Personal information
- Full name: William Dillwyn Llewelyn
- Born: 1 April 1868 Aberdulais, Glamorgan, Wales
- Died: 24 August 1893 (aged 25) Penllergaer, Glamorgan, Wales
- Batting: Right-handed
- Bowling: Right-arm fast-medium

Domestic team information
- 1890–1891: Oxford University
- 1893: Marylebone Cricket Club

Career statistics
| Competition | First-class |
| Matches | 20 |
| Runs scored | 834 |
| Batting average | 22.54 |
| 100s/50s | 1/1 |
| Top score | 116 |
| Balls bowled | 35 |
| Wickets | 0 |
| Bowling average | – |
| 5 wickets in innings | – |
| 10 wickets in match | – |
| Best bowling | – |
| Catches/stumpings | 15/– |
- Source: Cricinfo, 12 August 2019

= Willie Llewelyn =

Welsh cricketer

William Dillwyn Llewelyn (1 April 1868 – 24 August 1893) was a Welsh first-class cricketer.

Llewelyn was engaged to a daughter of Lord Dynevor, but he committed suicide a week prior to the scheduled date for his marriage. His funeral was attended by many of Wales' leading social figures.

==Family and early life==
The son of Sir John Dillwyn-Llewellyn and his wife, Caroline Julia Hicks-Beach, he was born at Aberdulais in April 1868. He was educated at Eton College, before going up to New College, Oxford.

==Career==

While studying at Oxford, he made his debut in first-class cricket for Oxford University against the touring Australians at Oxford in 1890. He played first-class cricket for Oxford until 1891, making sixteen appearances and gaining a blue in both 1890 and 1891. Llewelyn scored 638 runs in these matches, at an average of 20.58 and a high score of 116, which came against the Gentlemen of England in 1890. During his time at Oxford, he also played one first-class match for the Oxford and Cambridge Universities Past and Present cricket team against the Australians at Portsmouth in 1890.

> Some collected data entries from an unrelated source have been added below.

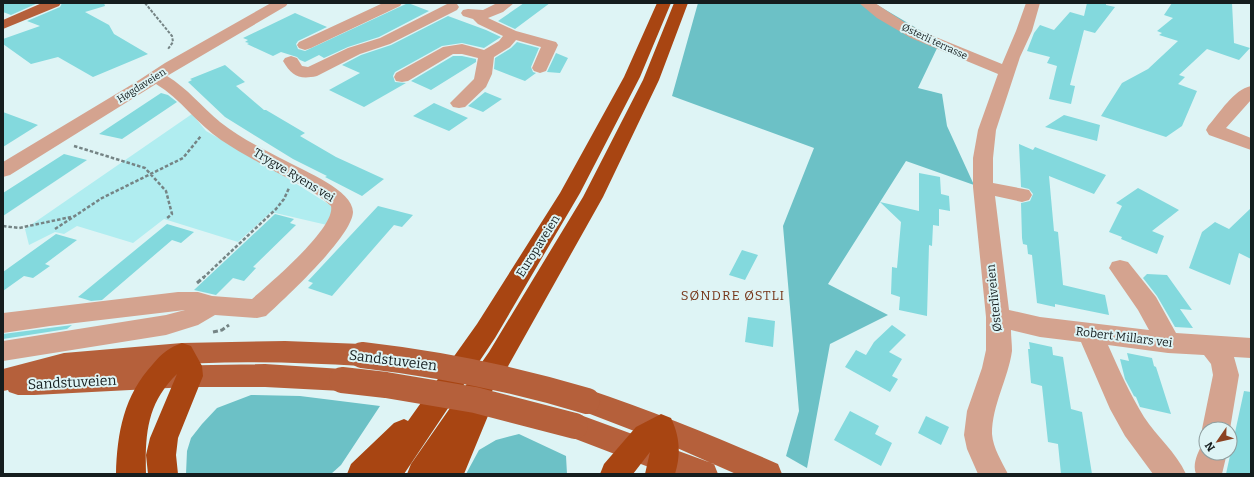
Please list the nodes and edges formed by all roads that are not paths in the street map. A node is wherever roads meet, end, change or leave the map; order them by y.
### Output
1 (54, 3) edge
2 (281, 3) edge
3 (395, 3) edge
4 (507, 3) edge
5 (664, 3) edge
6 (681, 3) edge
7 (866, 3) edge
8 (1033, 3) edge
9 (447, 5) edge
10 (481, 15) junction
11 (3, 25) edge
12 (510, 34) junction
13 (305, 45) dead end
14 (486, 56) junction
15 (290, 61) dead end
16 (540, 68) dead end
17 (1008, 72) junction
18 (161, 74) junction
19 (402, 77) dead end
20 (1247, 98) edge
21 (459, 103) dead end
22 (1251, 144) edge
23 (3, 171) edge
24 (984, 187) junction
25 (1022, 195) dead end
26 (1120, 268) dead end
27 (209, 305) junction
28 (998, 316) junction
29 (3, 323) edge
30 (1089, 332) junction
31 (1168, 343) junction
32 (1211, 345) junction
33 (1251, 348) edge
34 (3, 351) edge
35 (498, 360) junction
36 (186, 365) junction
37 (156, 378) junction
38 (3, 382) edge
39 (448, 387) junction
40 (1217, 421) edge
41 (661, 427) junction
42 (636, 448) junction
43 (663, 467) edge
44 (131, 474) edge
45 (163, 474) edge
46 (362, 474) edge
47 (387, 474) edge
48 (422, 474) edge
49 (449, 474) edge
50 (615, 474) edge
51 (704, 474) edge
52 (767, 474) edge
53 (993, 474) edge
54 (1171, 474) edge

1 - 11 main road
2 - 18 street, Høgdaveien
3 - 13 street
4 - 10 street
5 - 39 highway, Europaveien
6 - 35 highway, Europaveien
7 - 17 street, Østerli terrasse
8 - 17 street, Østerliveien
9 - 10 street
9 - 15 street
10 - 12 street
12 - 14 street
12 - 16 street
14 - 19 street
14 - 21 street
17 - 24 street, Østerliveien
18 - 23 street, Høgdaveien
18 - 27 street, Trygve Ryens vei
20 - 22 street
24 - 25 street
24 - 28 street, Østerliveien
26 - 31 street
27 - 29 street
27 - 34 street
28 - 30 street, Robert Millars vei
28 - 53 street, Østerliveien
30 - 31 street, Robert Millars vei
30 - 54 street
31 - 32 street, Robert Millars vei
32 - 33 street, Robert Millars vei
32 - 40 street
35 - 48 highway, Europaveien
35 - 49 highway
36 - 37 highway
36 - 38 main road, Sandstuveien
36 - 41 main road, Sandstuveien, bridge
36 - 42 main road, Sandstuveien, bridge
36 - 45 highway
37 - 38 main road, Sandstuveien
37 - 44 highway
39 - 46 highway
39 - 47 highway, Europaveien
41 - 42 highway
41 - 43 highway
41 - 52 main road, Sandstuveien
42 - 43 main road, Sandstuveien
42 - 50 highway
43 - 51 main road, Sandstuveien

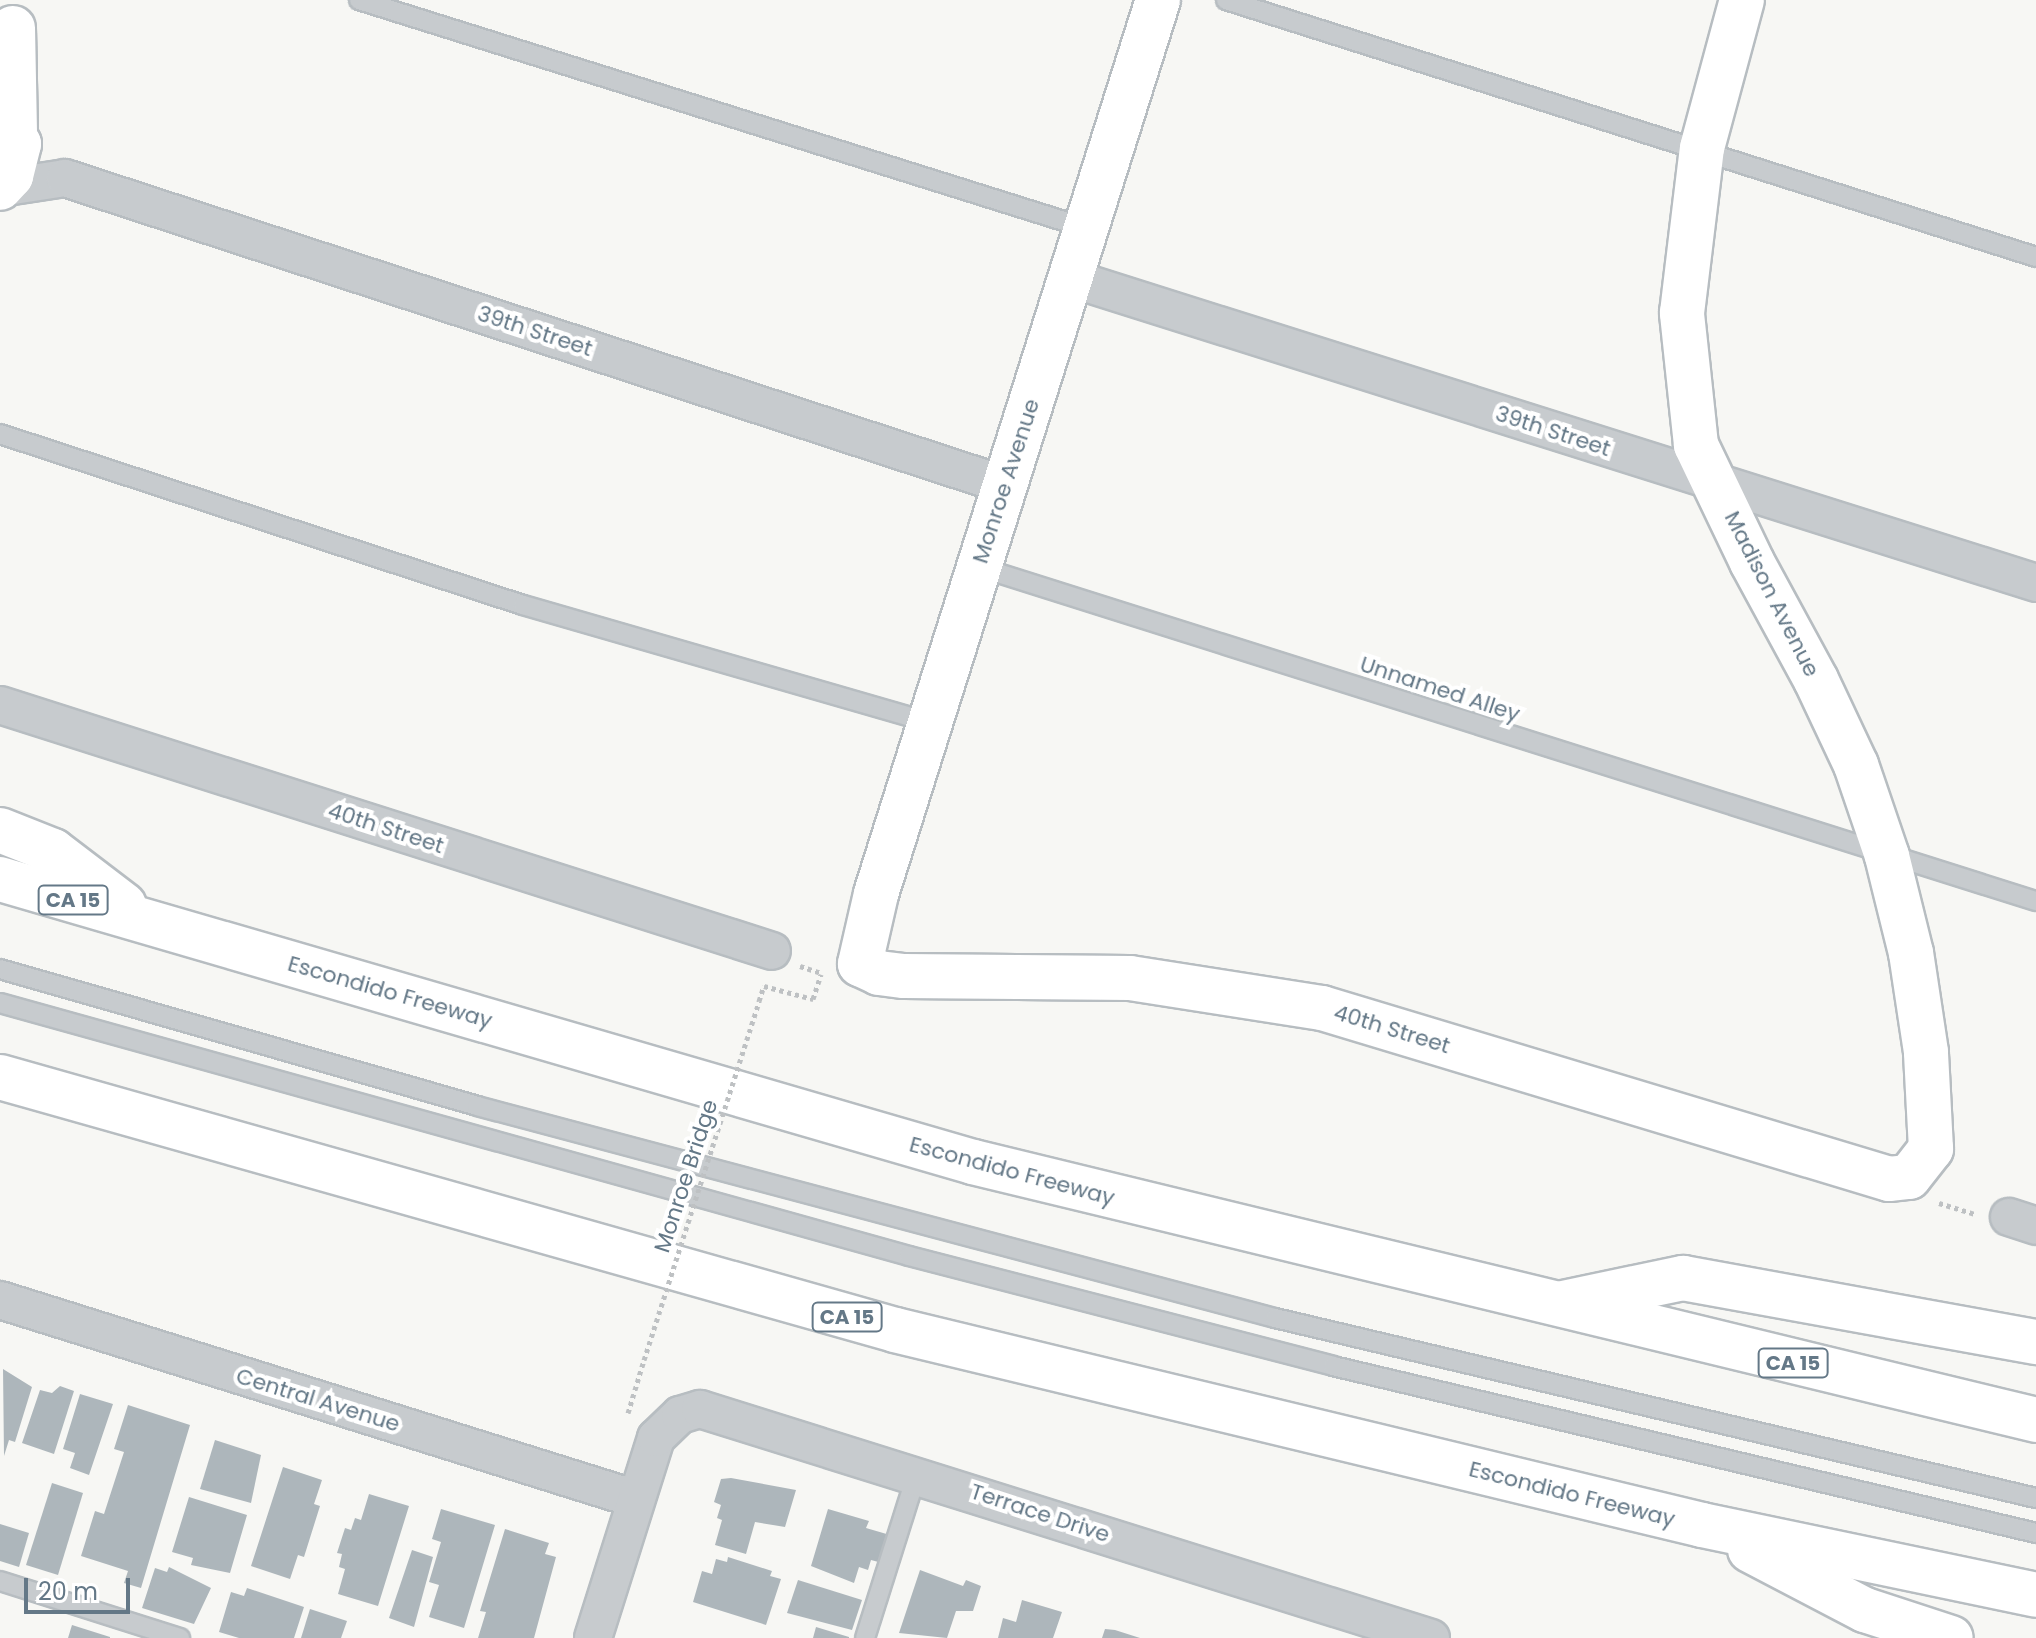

Following his graduation from Oxford, he appeared in further first-class matches in 1893 for the Gentlemen of England and the Marylebone Cricket Club. Llewelyn was associated with Glamorgan County Cricket Club, then a second-class county, becoming the club treasurer in 1893.

==Suicide==
He killed himself by shooting himself in the grounds of Penllergare House on 24 August 1893, just a week before his marriage to the daughter of Lord Dynevor. His body was discovered in woodland the following morning, with his funeral later attended by many of Wales' leading social figures.